§ **Work instructions**
Find and copy the lines in the records beneath this task that contain the word "roads".

§ **Records shown**

= = = = =

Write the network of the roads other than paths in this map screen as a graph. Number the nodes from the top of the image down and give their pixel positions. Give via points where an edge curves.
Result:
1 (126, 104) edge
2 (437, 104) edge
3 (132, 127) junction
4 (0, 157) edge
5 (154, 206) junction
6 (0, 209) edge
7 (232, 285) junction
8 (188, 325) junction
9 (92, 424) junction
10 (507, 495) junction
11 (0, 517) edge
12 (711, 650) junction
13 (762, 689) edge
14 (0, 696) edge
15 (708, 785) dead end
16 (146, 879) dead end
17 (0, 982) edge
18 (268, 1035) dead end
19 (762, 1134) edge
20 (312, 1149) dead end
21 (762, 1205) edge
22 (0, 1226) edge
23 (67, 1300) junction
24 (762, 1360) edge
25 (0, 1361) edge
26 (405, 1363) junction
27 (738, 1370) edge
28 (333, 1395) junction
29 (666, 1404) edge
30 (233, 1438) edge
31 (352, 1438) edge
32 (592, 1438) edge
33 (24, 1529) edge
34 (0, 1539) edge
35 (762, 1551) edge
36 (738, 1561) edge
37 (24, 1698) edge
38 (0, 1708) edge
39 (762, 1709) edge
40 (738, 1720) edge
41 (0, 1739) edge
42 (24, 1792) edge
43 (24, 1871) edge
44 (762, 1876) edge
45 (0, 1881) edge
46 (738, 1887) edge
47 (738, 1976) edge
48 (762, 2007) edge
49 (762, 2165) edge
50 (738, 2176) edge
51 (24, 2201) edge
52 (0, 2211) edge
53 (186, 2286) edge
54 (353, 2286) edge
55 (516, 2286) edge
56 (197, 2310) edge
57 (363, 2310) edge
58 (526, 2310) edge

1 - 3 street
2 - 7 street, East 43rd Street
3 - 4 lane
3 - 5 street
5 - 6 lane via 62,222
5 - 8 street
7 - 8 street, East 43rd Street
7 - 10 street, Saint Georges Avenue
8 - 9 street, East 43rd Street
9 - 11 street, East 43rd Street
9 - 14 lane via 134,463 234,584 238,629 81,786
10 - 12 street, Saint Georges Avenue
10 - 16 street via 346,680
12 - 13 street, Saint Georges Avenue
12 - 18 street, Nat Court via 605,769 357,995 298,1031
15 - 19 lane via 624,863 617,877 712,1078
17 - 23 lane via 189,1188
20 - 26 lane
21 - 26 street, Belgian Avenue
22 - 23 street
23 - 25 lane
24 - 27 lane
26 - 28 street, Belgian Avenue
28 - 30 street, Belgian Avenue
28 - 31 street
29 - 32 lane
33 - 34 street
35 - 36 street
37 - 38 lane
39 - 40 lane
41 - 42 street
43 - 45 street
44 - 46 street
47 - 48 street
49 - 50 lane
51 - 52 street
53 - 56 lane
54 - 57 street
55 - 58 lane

= = = = =

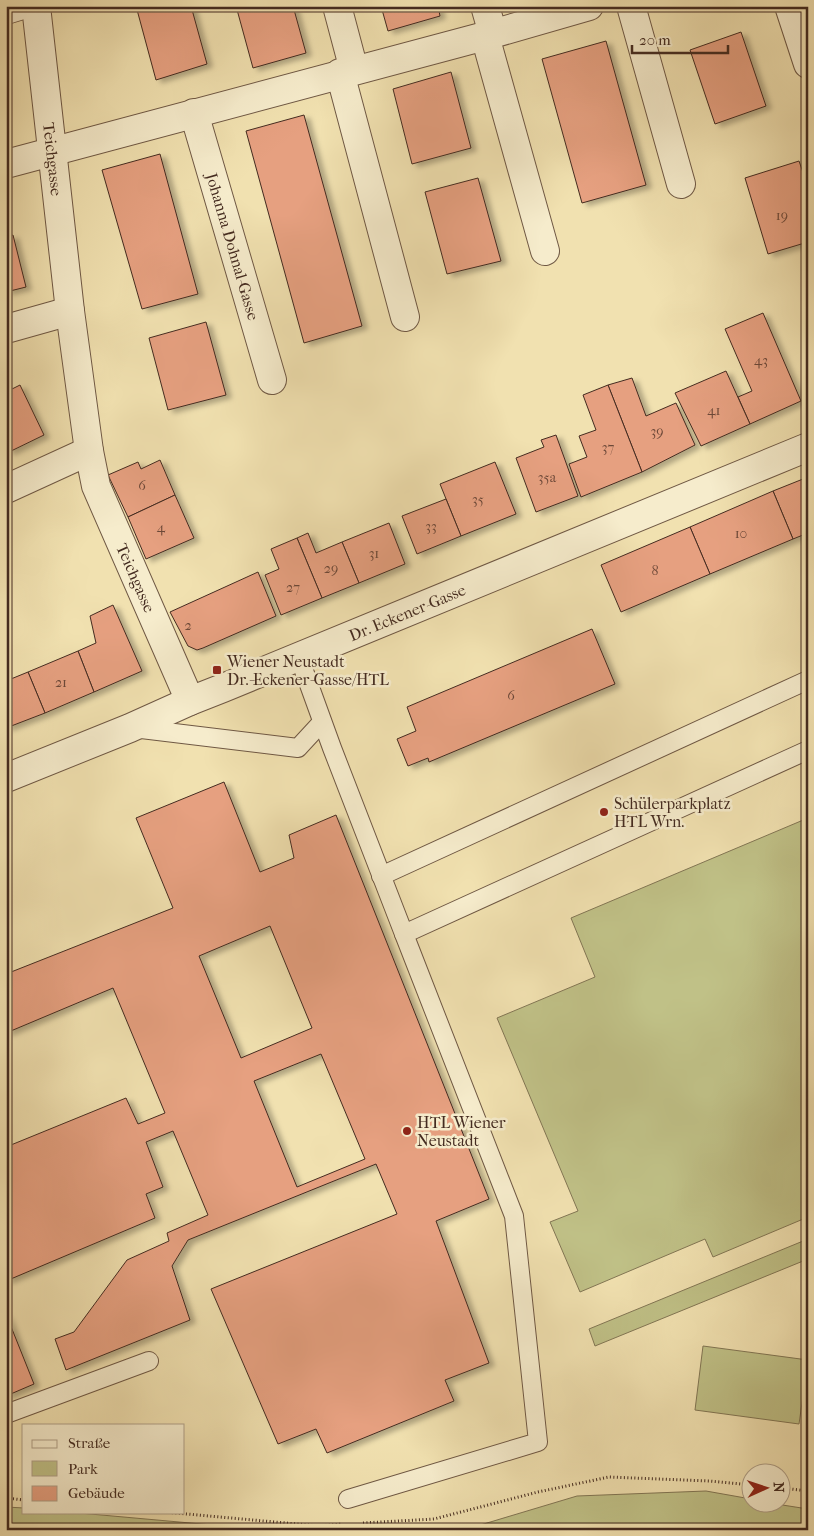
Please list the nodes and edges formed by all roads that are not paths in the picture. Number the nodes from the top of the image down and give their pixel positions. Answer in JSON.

= = = = =

§ **Task answer**
Write the network of the roads other than paths in this map screen as a graph. Number the nodes from the top of the image down and give their pixel positions. Give via points where an edge curves.
Please list the nodes and edges formed by all roads that are not paths in the picture. Number the nodes from the top of the image down and give their pixel positions. Answer in JSON.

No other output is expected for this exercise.